3. You have more time for podcasts and audio-books

I'm a big Harry Potter fan so, audio-books are a necessity for me. Books are very relaxing and can get your mind off of the traffic. Before I commuted I had no idea what a podcast even was. I tried a few on rides and I couldn’t stop listening to them. You can download them for free the night before so, you don’t have to worry about using your data, either. Plus, there is a podcast for almost anything you can think of. Want to listen to people talk about cooking? There is plenty. Want to listen to people deeply explaining video game conspiracy theories? I’m sure there is one for that too.

4. The scenery

I know. Corn fields are only cool to look at for like 10 minutes but sometimes while I drive I must admire the scenery. There is grass, sunsets/sunrises, animals, and many other things that are truly beautiful in nature. You will find something to look at. Just don’t get too distracted.
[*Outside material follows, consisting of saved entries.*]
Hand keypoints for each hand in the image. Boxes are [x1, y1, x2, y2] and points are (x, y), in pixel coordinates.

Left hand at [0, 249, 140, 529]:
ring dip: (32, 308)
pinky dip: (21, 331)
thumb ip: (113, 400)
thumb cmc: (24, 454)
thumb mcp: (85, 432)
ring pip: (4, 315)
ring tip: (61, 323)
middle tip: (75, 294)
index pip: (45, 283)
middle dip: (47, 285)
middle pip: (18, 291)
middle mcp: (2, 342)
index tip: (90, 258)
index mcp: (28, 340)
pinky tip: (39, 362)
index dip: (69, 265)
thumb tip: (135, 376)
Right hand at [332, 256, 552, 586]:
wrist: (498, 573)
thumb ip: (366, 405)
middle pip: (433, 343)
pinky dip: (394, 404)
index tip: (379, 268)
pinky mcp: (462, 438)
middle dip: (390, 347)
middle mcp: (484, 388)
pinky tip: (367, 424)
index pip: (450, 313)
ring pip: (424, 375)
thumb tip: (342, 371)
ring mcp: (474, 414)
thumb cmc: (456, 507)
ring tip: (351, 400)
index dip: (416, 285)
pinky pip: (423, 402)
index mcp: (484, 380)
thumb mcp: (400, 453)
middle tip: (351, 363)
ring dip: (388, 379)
5.You can drive anywhere you want, at any time

One complaint about dorms is that you don’t have a ride anywhere, usually. That’s where commuting comes in handy. You can drive to a close restaurant, park, coffee shop, or anything that you want to visit, really. Heck, maybe if you have a few hours open during the day, you can sign up to be an Uber driver and make some extra cash. College students always need cash.

6. Your car turns into a locker

This one is underrated. Remember having a locker in junior high? Well, your car turns into a locker and your personal closet. That way, you don’t have to carry a full load of books all day. Make some time in your schedule so that you can go back to your car and switch the books out. Just park close and well-ah! You can store pretty much anything in it, too.
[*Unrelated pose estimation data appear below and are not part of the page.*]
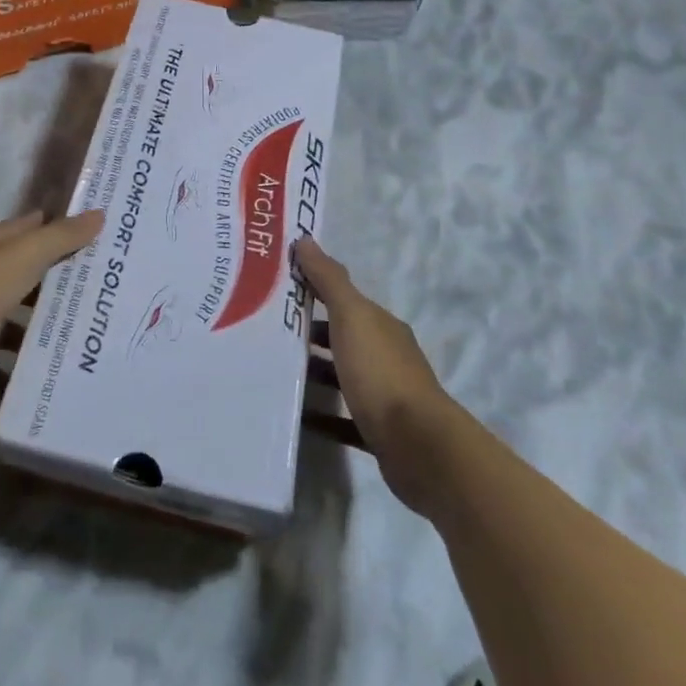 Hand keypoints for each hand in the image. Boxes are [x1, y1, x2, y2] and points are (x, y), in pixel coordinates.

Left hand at [0, 211, 103, 378]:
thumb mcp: (23, 256)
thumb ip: (60, 238)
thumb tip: (99, 214)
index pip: (31, 229)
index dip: (60, 229)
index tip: (96, 236)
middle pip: (25, 278)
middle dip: (58, 286)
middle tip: (103, 297)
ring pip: (13, 324)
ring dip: (38, 334)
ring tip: (83, 345)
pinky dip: (15, 374)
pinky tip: (46, 380)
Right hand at [294, 237, 460, 513]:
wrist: (419, 446)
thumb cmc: (381, 373)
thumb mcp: (352, 318)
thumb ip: (329, 280)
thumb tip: (306, 239)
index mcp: (381, 325)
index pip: (344, 300)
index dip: (313, 290)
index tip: (277, 289)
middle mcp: (387, 355)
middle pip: (343, 337)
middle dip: (309, 333)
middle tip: (265, 332)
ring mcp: (386, 395)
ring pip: (343, 376)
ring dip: (314, 372)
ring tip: (273, 371)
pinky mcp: (380, 431)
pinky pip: (345, 418)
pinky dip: (323, 415)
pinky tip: (297, 415)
7. It makes you a better planner

You will plan for how much sleep you get, how long it takes to get ready, how long to drive, and so on. You have to plan pretty much everything. I actually benefited from it in other aspects of my life, too. It made me better at planning stuff at work or even for my school, too. It makes you think ahead, in more than one aspect. This is especially true with the weather.

I'm sure that you will figure out which parking lot is the closest and best for you.I hope this helps you find some peace on your commute. It doesn’t have to be a long, agonizing, ride in the car. Make it your own.